Tuesday, June 24, 2014
The Writer’s Right Dither And Stormrider Giveaway
** Don't forget the Stormrider signed paperback book and Unique Totebag giveaway ends July 7! Enter now!
Well actually it’s the ‘wrong’ dither. Are you a writer who’s trying to get your word count down and can’t figure out why it is you can’t? All those words are so special, so pertinent, so important to the story.
No they’re not.
Here’s the thing. First of all word count is important. You shouldn’t be obsessive about it, but if whoever you’re writing for has a word limit then stay within it. Don’t think because you write so brilliantly they’ll make an exception. They won’t.
So, to reduce the word count (funny how we almost always over-write and not under-write) remove empty words. You know all those words that get thrown in to express an idea (or even to pad out a story or article) that you might not even be aware of. Words like “maybe”, “try to”, “perhaps”, etc. (yes, the etc. means something – think about all those other ‘filler’ words.) The spinning and multiplying of words as a writer whirls and dance with language because he really doesn’t know what he wants to say.

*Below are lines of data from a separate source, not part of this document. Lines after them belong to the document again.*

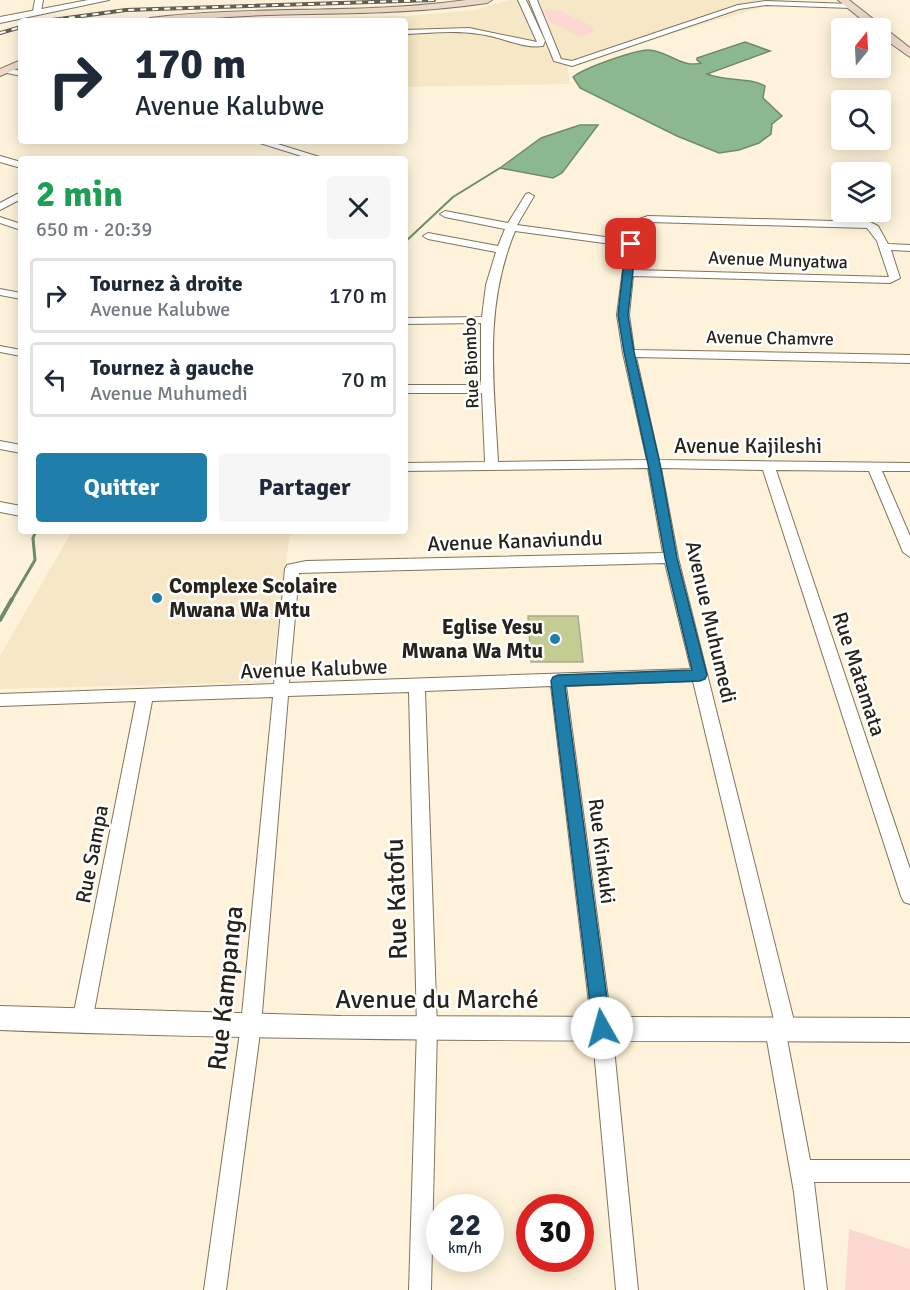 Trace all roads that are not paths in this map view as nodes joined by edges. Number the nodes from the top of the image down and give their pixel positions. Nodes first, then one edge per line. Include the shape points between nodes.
1 (39, 0) edge
2 (105, 0) edge
3 (487, 0) edge
4 (522, 0) edge
5 (533, 0) edge
6 (847, 3) edge
7 (37, 11) junction
8 (186, 18) edge
9 (865, 18) edge
10 (0, 20) edge
11 (408, 32) edge
12 (891, 39) edge
13 (910, 54) edge
14 (18, 64) edge
15 (3, 71) edge
16 (18, 74) edge
17 (268, 144) edge
18 (310, 156) edge
19 (0, 159) edge
20 (18, 164) edge
21 (529, 196) dead end
22 (18, 197) edge
23 (0, 207) edge
24 (445, 214) dead end
25 (0, 220) edge
26 (18, 225) edge
27 (511, 227) junction
28 (428, 236) dead end
29 (631, 244) junction
30 (884, 247) junction
31 (910, 248) edge
32 (502, 250) junction
33 (627, 273) junction
34 (0, 292) edge
35 (18, 295) edge
36 (485, 320) junction
37 (408, 321) edge
38 (0, 348) edge
39 (18, 352) edge
40 (629, 352) junction
41 (910, 358) edge
42 (408, 389) edge
43 (489, 389) junction
44 (0, 445) edge
45 (18, 448) edge
46 (654, 464) junction
47 (768, 465) junction
48 (492, 466) junction
49 (873, 466) junction
50 (408, 467) edge
51 (910, 467) edge
52 (0, 507) edge
53 (18, 510) edge
54 (910, 552) edge
55 (671, 558) junction
56 (291, 571) joint
57 (700, 675) junction
58 (558, 681) junction
59 (417, 687) junction
60 (280, 691) junction
61 (145, 695) junction
62 (0, 700) edge
63 (910, 896) edge
64 (0, 1018) edge
65 (82, 1022) junction
66 (251, 1025) junction
67 (427, 1028) junction
68 (602, 1028) junction
69 (780, 1029) junction
70 (910, 1030) edge
71 (802, 1171) junction
72 (910, 1171) edge
73 (215, 1290) edge
74 (420, 1290) edge
75 (627, 1290) edge
76 (816, 1290) edge

1 - 7 street
2 - 7 street
3 - 8 main road via 419,9
4 - 11 street via 540,44 518,43 477,31
5 - 6 street via 558,61 572,64 738,7
6 - 9 main road
7 - 10 street
12 - 13 main road
14 - 15 main road
15 - 16 street
17 - 18 street
19 - 20 street
21 - 27 street, Rue Biombo
22 - 23 street
24 - 27 street
25 - 26 street
27 - 29 street
27 - 32 street, Rue Biombo
28 - 32 street
29 - 30 street, Avenue Muhumedi via 638,223 648,219 867,224 874,227
29 - 33 street, Avenue Muhumedi
30 - 31 street
30 - 33 street, Avenue Munyatwa via 893,279
32 - 36 street, Rue Biombo via 491,280
33 - 40 street, Avenue Muhumedi via 623,315
34 - 35 street
36 - 37 street
36 - 43 street, Rue Biombo
38 - 39 street
40 - 41 street, Avenue Chamvre
40 - 46 street, Avenue Muhumedi
42 - 43 street
43 - 48 street, Rue Biombo
44 - 45 street
46 - 47 street, Avenue Kajileshi
46 - 48 street, Avenue Kajileshi
46 - 55 street, Avenue Muhumedi
47 - 49 street, Avenue Kajileshi
47 - 63 street, Rue Matamata
48 - 50 street, Avenue Kajileshi
49 - 51 street, Avenue Kajileshi
49 - 54 street
52 - 53 street
55 - 56 street, Avenue Kanaviundu via 306,566
55 - 57 street, Avenue Muhumedi
56 - 60 street, Rue Kampanga
57 - 58 street, Avenue Kalubwe
57 - 69 street, Avenue Muhumedi
58 - 59 street, Avenue Kalubwe
58 - 68 street, Rue Kinkuki
59 - 60 street, Avenue Kalubwe
59 - 67 street, Rue Katofu
60 - 61 street, Avenue Kalubwe
60 - 66 street, Rue Kampanga
61 - 62 street, Avenue Kalubwe
61 - 65 street, Rue Sampa
64 - 65 street, Avenue du Marché
65 - 66 street, Avenue du Marché
66 - 67 street, Avenue du Marché
66 - 73 street, Rue Kampanga
67 - 68 street, Avenue du Marché
67 - 74 street, Rue Katofu
68 - 69 street, Avenue du Marché
68 - 75 street, Rue Kinkuki
69 - 70 street, Avenue du Marché
69 - 71 street, Avenue Muhumedi
71 - 72 street
71 - 76 street, Avenue Muhumedi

And think about sentences like this: He decided it was about time he should be beginning to be learning about science.
Huh? What? How about: He decided it was time to learn about science.
Most of the time there are simple ways to cut lengthy sentences which not only reduces the dreaded word count, but believe me it will help hold the interest of the reader – after those cuts keeps a deciding editor happy.

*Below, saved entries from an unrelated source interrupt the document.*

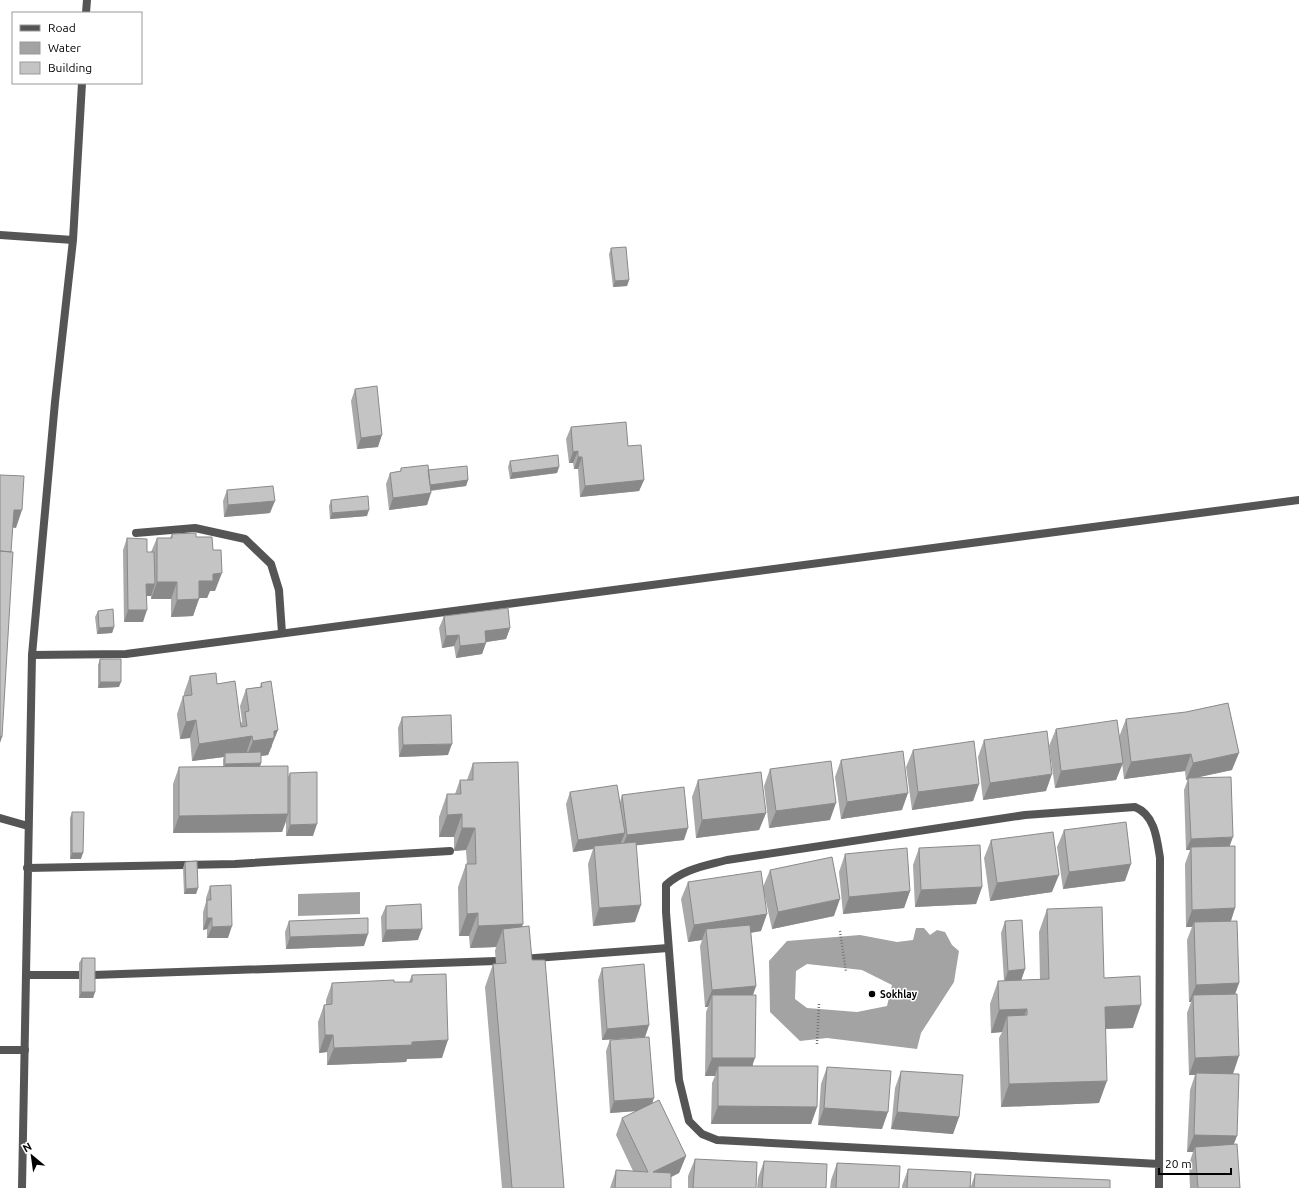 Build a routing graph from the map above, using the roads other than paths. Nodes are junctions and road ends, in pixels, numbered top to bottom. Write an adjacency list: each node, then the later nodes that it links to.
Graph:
1 (87, 0): 2 (street)
2 (86, 12)
3 (82, 84): 5 (street)
4 (0, 236): 5 (street)
5 (73, 240): 9 (street)
6 (1299, 500): 8 (street)
7 (136, 533): 8 (street)
8 (282, 633): 9 (street)
9 (32, 655): 11 (street)
10 (0, 818): 11 (street)
11 (28, 826): 13 (street)
12 (450, 851): 13 (street)
13 (27, 868): 18 (street)
14 (668, 948): 15 (street); 22 (street); 22 (street)
15 (522, 959)
16 (496, 961): 17 (street)
17 (93, 974)
18 (26, 975): 19 (street); 21 (street)
19 (79, 975)
20 (0, 1050): 21 (street)
21 (24, 1050): 23 (street)
22 (1159, 1164): 24 (street)
23 (22, 1188)
24 (1159, 1188)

Now, before I get everyone jumping all over me, there are times when the longer sentences are a necessity. There is such a thing as beautiful prose; that in which the writer creates a world, uses poetic metaphor and scintillating adjectives. So, as the writer (and at least first editor) the writer (you) is going to have to weigh exactly what is what in the story being written.
But, as a reminder, at the same time don’t fall into the cliché trap. That’s not poetic writing, it’s simply boring and shows the world the writer is a bit low on imagination. Let’s just skip things like “looking like the cat that swallowed the canary,” or “the early bird catches the worm,” or “things that go bump in the night” – get it? It’s so much easier to avoid adding all those words, to create better, smarter and tighter sentences and create a much more engaging story all with just a little extra thought. It’ll become so easy over time that very little conscious effort will be needed to create your own metaphor and skip those old, worn out ones that have morphed over time into clichés.
So, instead of “he looked like the cat that swallowed the canary” how about, “he looked smug.”
Instead of “things that go bump in the night” how about “his heart pounded in the wake of the thump in the dark, deserted basement.”
Make words your playground ~don’t let them fence you in.